== Segment start ==

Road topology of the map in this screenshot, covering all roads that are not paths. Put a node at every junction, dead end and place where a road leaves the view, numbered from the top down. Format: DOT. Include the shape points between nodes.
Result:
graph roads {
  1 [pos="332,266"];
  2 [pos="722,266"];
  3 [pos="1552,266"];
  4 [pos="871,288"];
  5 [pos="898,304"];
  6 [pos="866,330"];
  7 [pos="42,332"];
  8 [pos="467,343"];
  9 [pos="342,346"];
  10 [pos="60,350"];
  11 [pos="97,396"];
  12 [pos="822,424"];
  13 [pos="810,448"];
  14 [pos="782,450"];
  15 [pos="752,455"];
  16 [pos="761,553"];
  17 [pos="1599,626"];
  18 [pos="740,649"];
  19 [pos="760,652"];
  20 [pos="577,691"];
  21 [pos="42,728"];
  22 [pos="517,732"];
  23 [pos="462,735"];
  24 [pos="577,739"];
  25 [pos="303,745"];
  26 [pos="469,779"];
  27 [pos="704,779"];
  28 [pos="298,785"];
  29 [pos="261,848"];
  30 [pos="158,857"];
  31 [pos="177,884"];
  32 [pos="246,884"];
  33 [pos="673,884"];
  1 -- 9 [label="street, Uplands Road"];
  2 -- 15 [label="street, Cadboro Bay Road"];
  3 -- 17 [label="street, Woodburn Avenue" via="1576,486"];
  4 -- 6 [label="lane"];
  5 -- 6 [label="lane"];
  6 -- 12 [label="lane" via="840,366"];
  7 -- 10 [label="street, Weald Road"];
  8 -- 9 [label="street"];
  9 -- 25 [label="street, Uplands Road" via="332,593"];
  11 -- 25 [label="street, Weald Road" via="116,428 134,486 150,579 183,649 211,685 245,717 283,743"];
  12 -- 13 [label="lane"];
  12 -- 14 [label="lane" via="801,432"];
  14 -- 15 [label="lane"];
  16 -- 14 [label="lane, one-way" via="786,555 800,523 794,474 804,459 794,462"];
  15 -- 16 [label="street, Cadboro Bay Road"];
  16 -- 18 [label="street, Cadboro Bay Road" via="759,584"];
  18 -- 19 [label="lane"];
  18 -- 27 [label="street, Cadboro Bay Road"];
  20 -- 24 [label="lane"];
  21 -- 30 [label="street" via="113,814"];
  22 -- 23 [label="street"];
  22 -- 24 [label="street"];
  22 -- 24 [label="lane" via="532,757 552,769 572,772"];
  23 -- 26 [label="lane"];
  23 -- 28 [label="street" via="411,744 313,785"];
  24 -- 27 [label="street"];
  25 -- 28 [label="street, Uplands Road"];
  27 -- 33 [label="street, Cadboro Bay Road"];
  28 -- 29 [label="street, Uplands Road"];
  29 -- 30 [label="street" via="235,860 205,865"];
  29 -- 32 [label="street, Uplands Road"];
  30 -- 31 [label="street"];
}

== Segment end ==

**EXERCISE DESCRIPTION**. Your task is to copy each line of the entries that includes the word "lane".

**PROBLEM SOLUTION**.
  4 -- 6 [label="lane"];
  5 -- 6 [label="lane"];
  6 -- 12 [label="lane" via="840,366"];
  12 -- 13 [label="lane"];
  12 -- 14 [label="lane" via="801,432"];
  14 -- 15 [label="lane"];
  16 -- 14 [label="lane, one-way" via="786,555 800,523 794,474 804,459 794,462"];
  18 -- 19 [label="lane"];
  20 -- 24 [label="lane"];
  22 -- 24 [label="lane" via="532,757 552,769 572,772"];
  23 -- 26 [label="lane"];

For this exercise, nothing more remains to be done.